START Records supplied

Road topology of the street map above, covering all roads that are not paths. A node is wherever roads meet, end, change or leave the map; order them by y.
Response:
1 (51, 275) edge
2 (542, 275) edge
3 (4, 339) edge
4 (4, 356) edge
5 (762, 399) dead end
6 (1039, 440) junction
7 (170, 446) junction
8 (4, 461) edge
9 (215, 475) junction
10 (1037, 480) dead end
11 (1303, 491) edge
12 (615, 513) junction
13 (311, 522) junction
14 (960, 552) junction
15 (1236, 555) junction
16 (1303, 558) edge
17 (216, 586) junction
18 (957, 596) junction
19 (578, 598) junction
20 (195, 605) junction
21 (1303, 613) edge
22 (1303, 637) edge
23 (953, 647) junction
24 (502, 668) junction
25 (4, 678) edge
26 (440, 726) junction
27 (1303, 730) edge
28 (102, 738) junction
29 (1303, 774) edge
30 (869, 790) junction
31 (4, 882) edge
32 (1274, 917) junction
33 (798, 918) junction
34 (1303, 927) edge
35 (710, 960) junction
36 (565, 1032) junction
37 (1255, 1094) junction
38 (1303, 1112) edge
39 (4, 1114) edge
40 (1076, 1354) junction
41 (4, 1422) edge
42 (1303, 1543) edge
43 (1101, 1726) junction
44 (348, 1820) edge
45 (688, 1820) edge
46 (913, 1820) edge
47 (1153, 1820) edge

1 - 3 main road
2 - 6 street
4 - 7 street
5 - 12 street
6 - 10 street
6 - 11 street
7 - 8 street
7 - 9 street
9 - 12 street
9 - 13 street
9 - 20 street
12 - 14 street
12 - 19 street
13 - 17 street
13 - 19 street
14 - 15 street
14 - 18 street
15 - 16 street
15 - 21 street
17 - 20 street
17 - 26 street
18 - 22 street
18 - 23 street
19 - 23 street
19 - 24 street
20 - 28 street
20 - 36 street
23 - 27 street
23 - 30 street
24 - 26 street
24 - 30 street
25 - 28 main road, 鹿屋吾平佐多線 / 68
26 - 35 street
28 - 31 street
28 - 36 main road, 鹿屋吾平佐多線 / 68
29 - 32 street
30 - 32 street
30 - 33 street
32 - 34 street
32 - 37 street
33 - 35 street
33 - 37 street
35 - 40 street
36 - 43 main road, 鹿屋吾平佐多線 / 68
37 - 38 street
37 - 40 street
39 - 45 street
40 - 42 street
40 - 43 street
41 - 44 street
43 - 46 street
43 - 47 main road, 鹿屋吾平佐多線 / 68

END Records supplied
START Records supplied

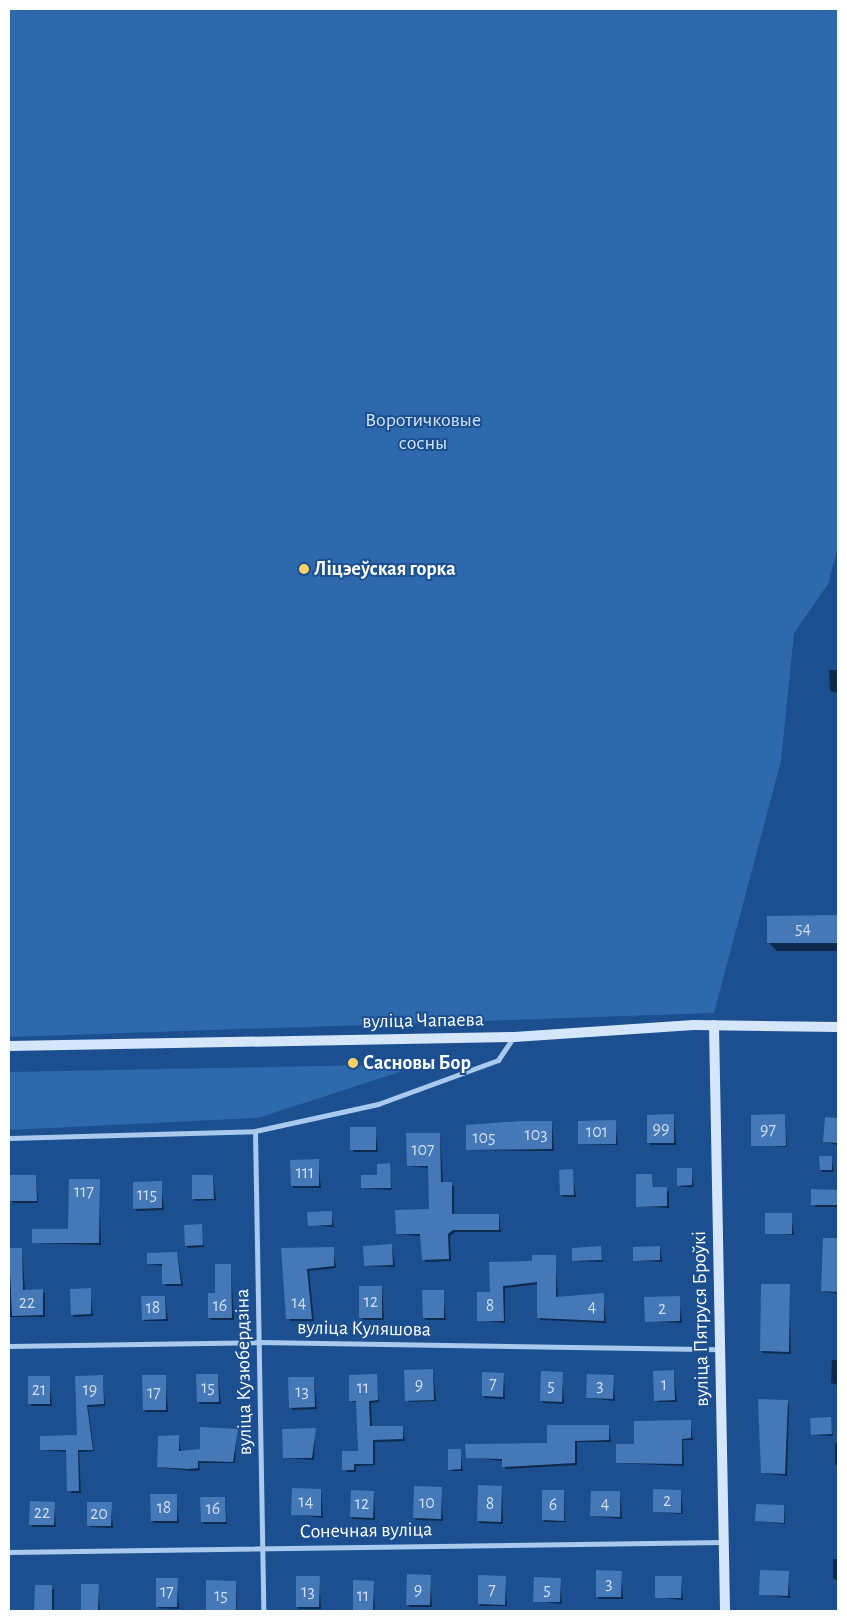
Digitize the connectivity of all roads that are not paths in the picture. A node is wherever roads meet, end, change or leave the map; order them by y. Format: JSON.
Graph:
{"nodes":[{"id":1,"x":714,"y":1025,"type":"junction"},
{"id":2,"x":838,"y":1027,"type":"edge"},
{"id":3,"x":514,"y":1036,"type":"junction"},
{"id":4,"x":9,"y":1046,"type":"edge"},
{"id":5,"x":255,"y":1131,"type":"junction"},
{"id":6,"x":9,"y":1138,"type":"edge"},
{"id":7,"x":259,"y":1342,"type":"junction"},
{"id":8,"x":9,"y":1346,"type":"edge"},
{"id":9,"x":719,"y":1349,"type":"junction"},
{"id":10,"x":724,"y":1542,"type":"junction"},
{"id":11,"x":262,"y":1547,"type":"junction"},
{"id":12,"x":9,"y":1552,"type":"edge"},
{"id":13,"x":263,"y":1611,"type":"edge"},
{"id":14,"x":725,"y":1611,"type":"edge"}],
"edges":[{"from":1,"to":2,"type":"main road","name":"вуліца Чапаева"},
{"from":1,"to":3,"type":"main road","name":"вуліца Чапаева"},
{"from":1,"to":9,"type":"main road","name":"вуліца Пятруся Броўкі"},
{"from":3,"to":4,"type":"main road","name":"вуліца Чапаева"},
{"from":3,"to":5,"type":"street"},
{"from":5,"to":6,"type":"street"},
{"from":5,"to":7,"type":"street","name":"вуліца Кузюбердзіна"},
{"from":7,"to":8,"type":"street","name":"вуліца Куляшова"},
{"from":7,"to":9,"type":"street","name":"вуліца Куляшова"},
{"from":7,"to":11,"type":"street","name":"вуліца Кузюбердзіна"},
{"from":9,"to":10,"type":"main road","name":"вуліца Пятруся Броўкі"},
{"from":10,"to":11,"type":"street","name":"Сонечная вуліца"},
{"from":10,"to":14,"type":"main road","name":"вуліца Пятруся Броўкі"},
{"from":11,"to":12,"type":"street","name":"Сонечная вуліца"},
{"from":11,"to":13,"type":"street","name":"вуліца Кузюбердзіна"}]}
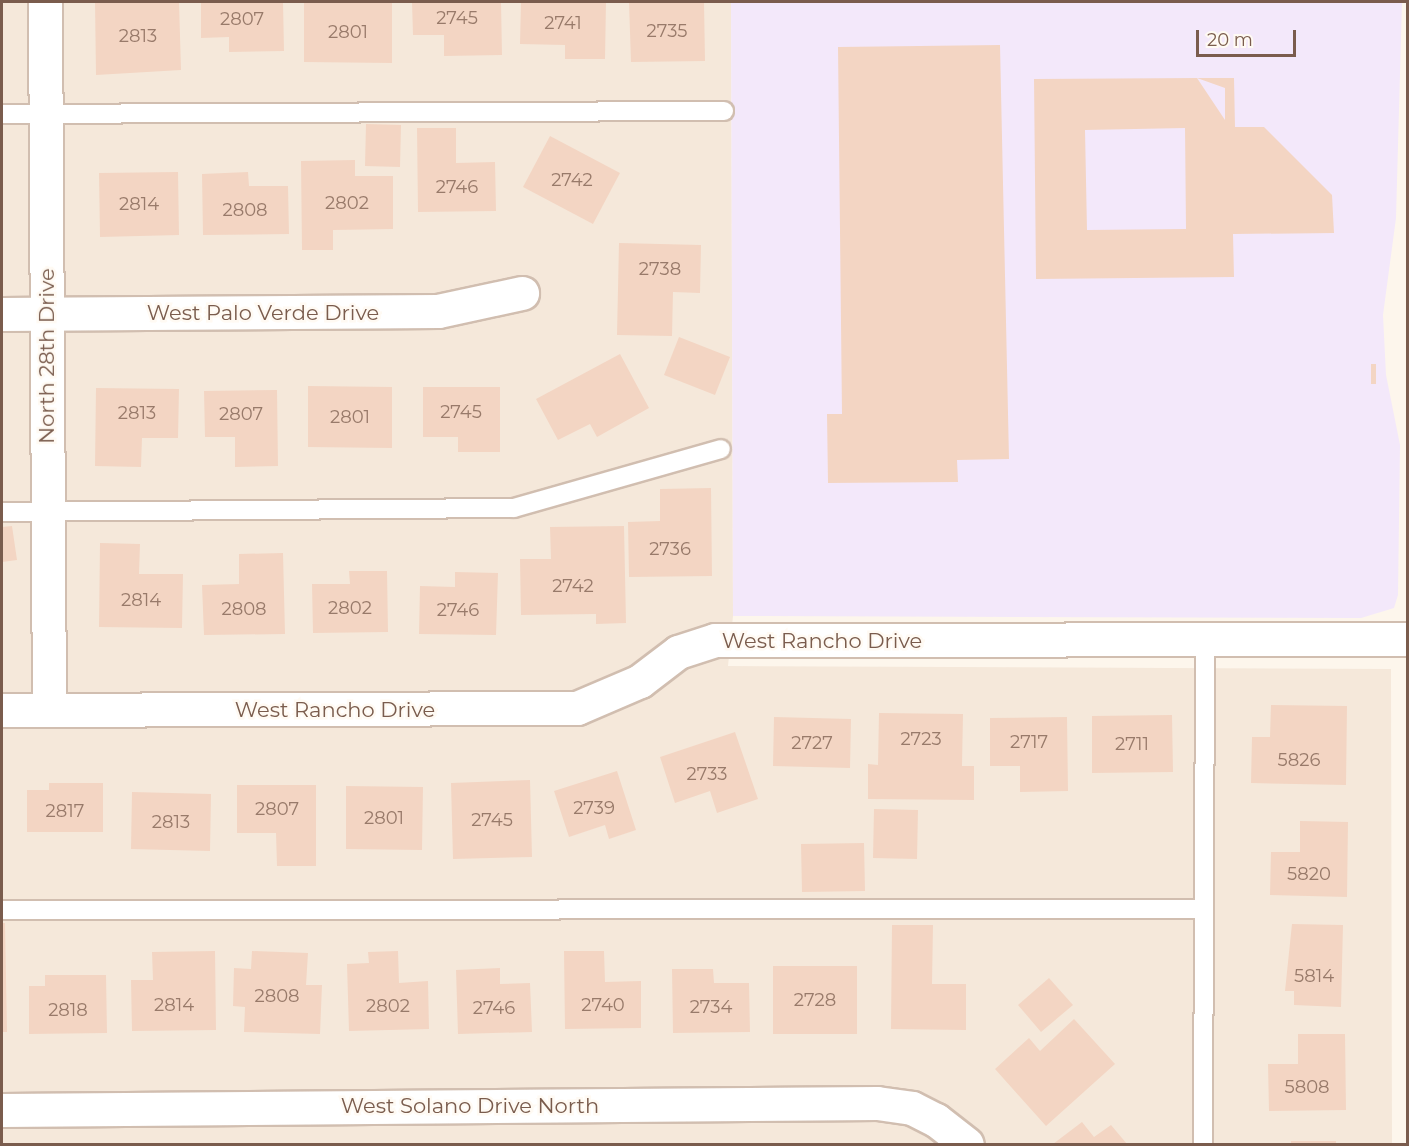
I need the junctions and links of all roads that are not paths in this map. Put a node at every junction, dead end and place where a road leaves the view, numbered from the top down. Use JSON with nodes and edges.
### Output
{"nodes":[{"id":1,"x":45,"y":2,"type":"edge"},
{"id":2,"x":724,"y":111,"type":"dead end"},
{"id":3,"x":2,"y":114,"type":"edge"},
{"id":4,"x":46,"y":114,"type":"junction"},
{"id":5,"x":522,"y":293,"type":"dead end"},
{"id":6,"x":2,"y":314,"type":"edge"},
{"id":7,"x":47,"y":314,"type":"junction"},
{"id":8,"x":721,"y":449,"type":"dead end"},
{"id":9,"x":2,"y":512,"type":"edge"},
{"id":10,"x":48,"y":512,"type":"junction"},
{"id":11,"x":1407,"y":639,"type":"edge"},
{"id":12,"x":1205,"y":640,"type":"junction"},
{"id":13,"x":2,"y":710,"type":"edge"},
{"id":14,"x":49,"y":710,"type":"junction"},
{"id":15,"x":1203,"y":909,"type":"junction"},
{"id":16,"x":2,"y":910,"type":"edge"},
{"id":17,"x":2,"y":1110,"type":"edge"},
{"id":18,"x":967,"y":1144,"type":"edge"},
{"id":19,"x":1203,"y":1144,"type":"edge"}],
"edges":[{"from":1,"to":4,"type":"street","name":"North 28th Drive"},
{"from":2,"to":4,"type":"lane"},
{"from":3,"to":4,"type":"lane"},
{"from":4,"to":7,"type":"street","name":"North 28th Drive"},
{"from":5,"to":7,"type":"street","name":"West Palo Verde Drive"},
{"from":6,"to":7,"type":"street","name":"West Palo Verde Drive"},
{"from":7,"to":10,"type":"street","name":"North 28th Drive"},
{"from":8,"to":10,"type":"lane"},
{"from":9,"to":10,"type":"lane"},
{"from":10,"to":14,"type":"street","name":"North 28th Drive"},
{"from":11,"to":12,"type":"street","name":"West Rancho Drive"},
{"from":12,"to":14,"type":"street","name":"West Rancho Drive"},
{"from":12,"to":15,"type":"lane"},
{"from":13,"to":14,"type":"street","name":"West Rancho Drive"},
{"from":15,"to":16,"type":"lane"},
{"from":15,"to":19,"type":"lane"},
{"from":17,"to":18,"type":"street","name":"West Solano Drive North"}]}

END Records supplied

#### [Your goal]
Using the listing, copy every line where the word "Кузюбердзіна" shows up.

#### [The answer]
{"from":5,"to":7,"type":"street","name":"вуліца Кузюбердзіна"},
{"from":7,"to":11,"type":"street","name":"вуліца Кузюбердзіна"},
{"from":11,"to":13,"type":"street","name":"вуліца Кузюбердзіна"}]}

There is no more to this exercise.